The title suggests that you’re about to read a self-help book, and in a way that’s what Sarah Bakewell provides for this age of diaries, blogs, memoirs and endless self-analysis – an age, as she says, that’s “full of people who are full of themselves, fascinated by their own personalities and shouting for attention.”

Mindful of this contemporary mania for soul-searching, she posits twenty possible answers to the vexed question of how to get through life, including such useful chapter-heading tips as: don’t worry about death, survive love and loss, question everything, be convivial, guard your humanity, see the world, reflect on everything, regret nothing.

However, the real subject of her book is the man who gave rise to these reflections, a man who was born almost 500 years ago, whose ruminations “have no great meaning, no point to make, no argument to advance” and yet who still makes readers wonder “How did he know all that about me?”

Michel de Montaigne (1533-1592) inherited the family estate in Bordeaux and became magistrate and mayor there before embarking in early middle age on the quirkily probing and digressive autobiographical pieces that were to ensure his immortality as one of the wisest, wittiest and most honest of all great writers.

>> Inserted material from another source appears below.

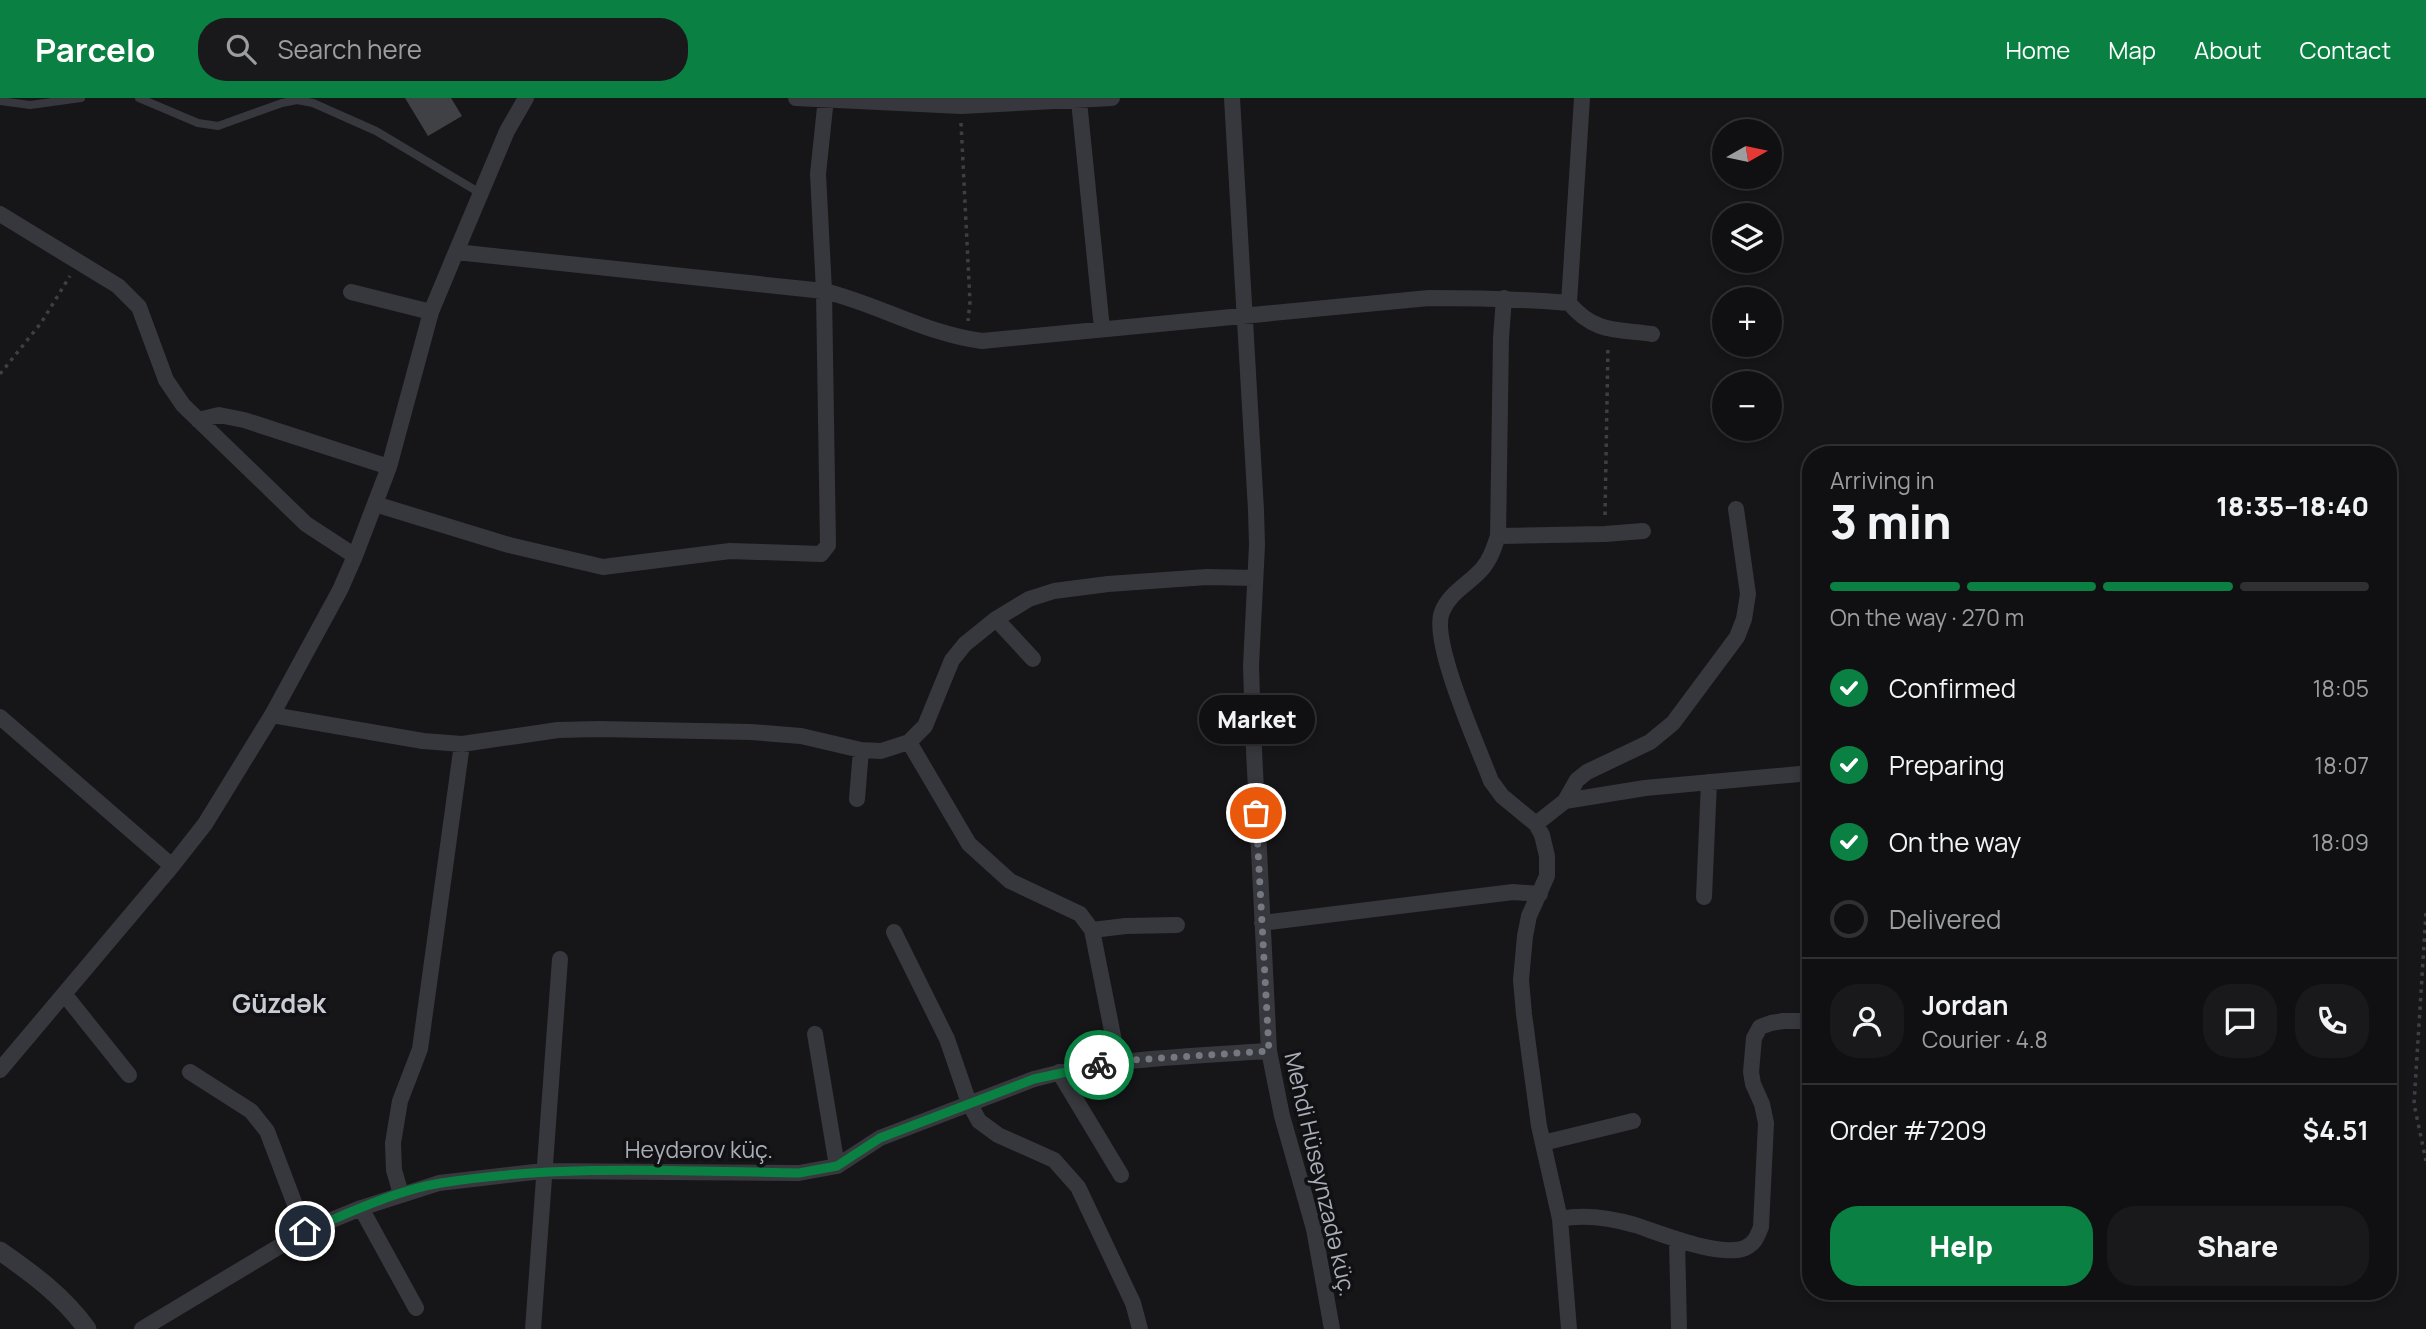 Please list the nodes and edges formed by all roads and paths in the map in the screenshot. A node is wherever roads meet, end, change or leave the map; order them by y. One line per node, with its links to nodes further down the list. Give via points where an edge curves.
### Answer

And for those of us who’ve been reading and rereading him for most of our adult lives, he’s the most loveable of writers, too, constantly owning up to his fallibility and ignorance, frequently contradicting himself and prone to ending even the most ardent of insights and arguments with the disclaimer “but I don’t know.” That’s why we recognise ourselves in the essays whose form he invented – from the French verb meaning “to try” or as Ms Bakewell puts it, “to give it a whirl.”

In his 107 essays, he gives it a whirl on such diverse topics as friendship, cruelty, cannibalism, sexual desire, smells  and the education of children, all the time being sidetracked by other thoughts that leap unbidden into his endlessly questing mind – wondering, for instance, when he plays with his cat whether “I’m not a pastime to her more than she is to me” and reminding us of the subjectivity of all his thoughts: we can walk only on our own legs, he famously observes, and sit only on our own bum.

Ms Bakewell’s sprightly and beautifully written book is a constant joy, not least for the skill with which she weaves Montaigne’s life story into her affectionate narrative – she clearly loves both the man and the writer. It makes the ideal introduction for those who are coming to Montaigne for the first time (I envy them the thrill that awaits them), but it’s just as absorbing for those of us who’ve long thought him one of our most cherished companions.